The world of tech likes to party. Every month, or sometimes every week, there is some event that industry people can attend to see new products, socialize, drink, eat, and go home with a bag of goodies.

The gdgt event last night, smack in the middle of Silicon Alley in New York  City, was a little different. This one was targeted to the consumer. Thousands of people showed up to walk through the exhibit hall at The Altman Building, 135 West 18th Street. Manufacturers and app developers had their new introductions on display to get first hand customer reactions and to start generating sales. FYI, gdgt, a company that dropped its vowels, is a blog where you can get reviews from people who actually have the product you’re looking for. They run live events all around the country as a means to get the innovative companies to interact with the public.
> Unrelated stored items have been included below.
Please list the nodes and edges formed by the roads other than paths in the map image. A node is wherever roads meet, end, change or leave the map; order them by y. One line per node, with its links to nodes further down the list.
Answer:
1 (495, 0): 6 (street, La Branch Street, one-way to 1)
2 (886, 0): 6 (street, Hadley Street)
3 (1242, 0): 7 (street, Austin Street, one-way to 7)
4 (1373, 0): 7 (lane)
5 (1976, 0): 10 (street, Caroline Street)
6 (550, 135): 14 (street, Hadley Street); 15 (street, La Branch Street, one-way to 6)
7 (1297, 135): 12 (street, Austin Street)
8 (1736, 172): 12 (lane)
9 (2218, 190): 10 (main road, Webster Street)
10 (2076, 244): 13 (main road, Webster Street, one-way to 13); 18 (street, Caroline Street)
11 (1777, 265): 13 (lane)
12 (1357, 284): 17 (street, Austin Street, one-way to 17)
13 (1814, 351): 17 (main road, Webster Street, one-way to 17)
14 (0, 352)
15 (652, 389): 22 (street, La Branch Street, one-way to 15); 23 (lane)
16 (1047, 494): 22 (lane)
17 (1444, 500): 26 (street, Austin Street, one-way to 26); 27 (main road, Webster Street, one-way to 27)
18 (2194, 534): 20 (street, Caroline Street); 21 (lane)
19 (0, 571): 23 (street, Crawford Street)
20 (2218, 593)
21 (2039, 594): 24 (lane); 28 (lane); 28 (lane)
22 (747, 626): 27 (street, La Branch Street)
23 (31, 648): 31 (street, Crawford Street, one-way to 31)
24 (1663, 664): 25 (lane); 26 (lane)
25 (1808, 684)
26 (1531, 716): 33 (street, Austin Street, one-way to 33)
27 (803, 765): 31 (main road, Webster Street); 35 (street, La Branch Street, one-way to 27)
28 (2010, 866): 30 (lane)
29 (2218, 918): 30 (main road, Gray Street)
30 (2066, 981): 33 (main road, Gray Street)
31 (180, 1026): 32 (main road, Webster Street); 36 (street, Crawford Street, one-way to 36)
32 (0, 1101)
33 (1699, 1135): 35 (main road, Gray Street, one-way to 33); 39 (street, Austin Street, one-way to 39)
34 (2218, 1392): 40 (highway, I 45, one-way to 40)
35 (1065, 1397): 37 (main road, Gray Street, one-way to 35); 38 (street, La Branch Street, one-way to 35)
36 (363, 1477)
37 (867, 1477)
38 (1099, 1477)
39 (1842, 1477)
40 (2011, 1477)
Last night was my first time attending as a blogger. I am usually a PR person pitching product myself. I wanted to find new, exciting products to tell you about. One of the most interesting pieces of information that I picked up is that AARP is becoming a sponsor of some of these events. Robin Raskin of Living In Digital Times told me that AARP is expressing more interest in technology. It all makes sense to me but I will let you know about any services they develop involving innovation.

Here are some of the innovations I saw last night that might interest you.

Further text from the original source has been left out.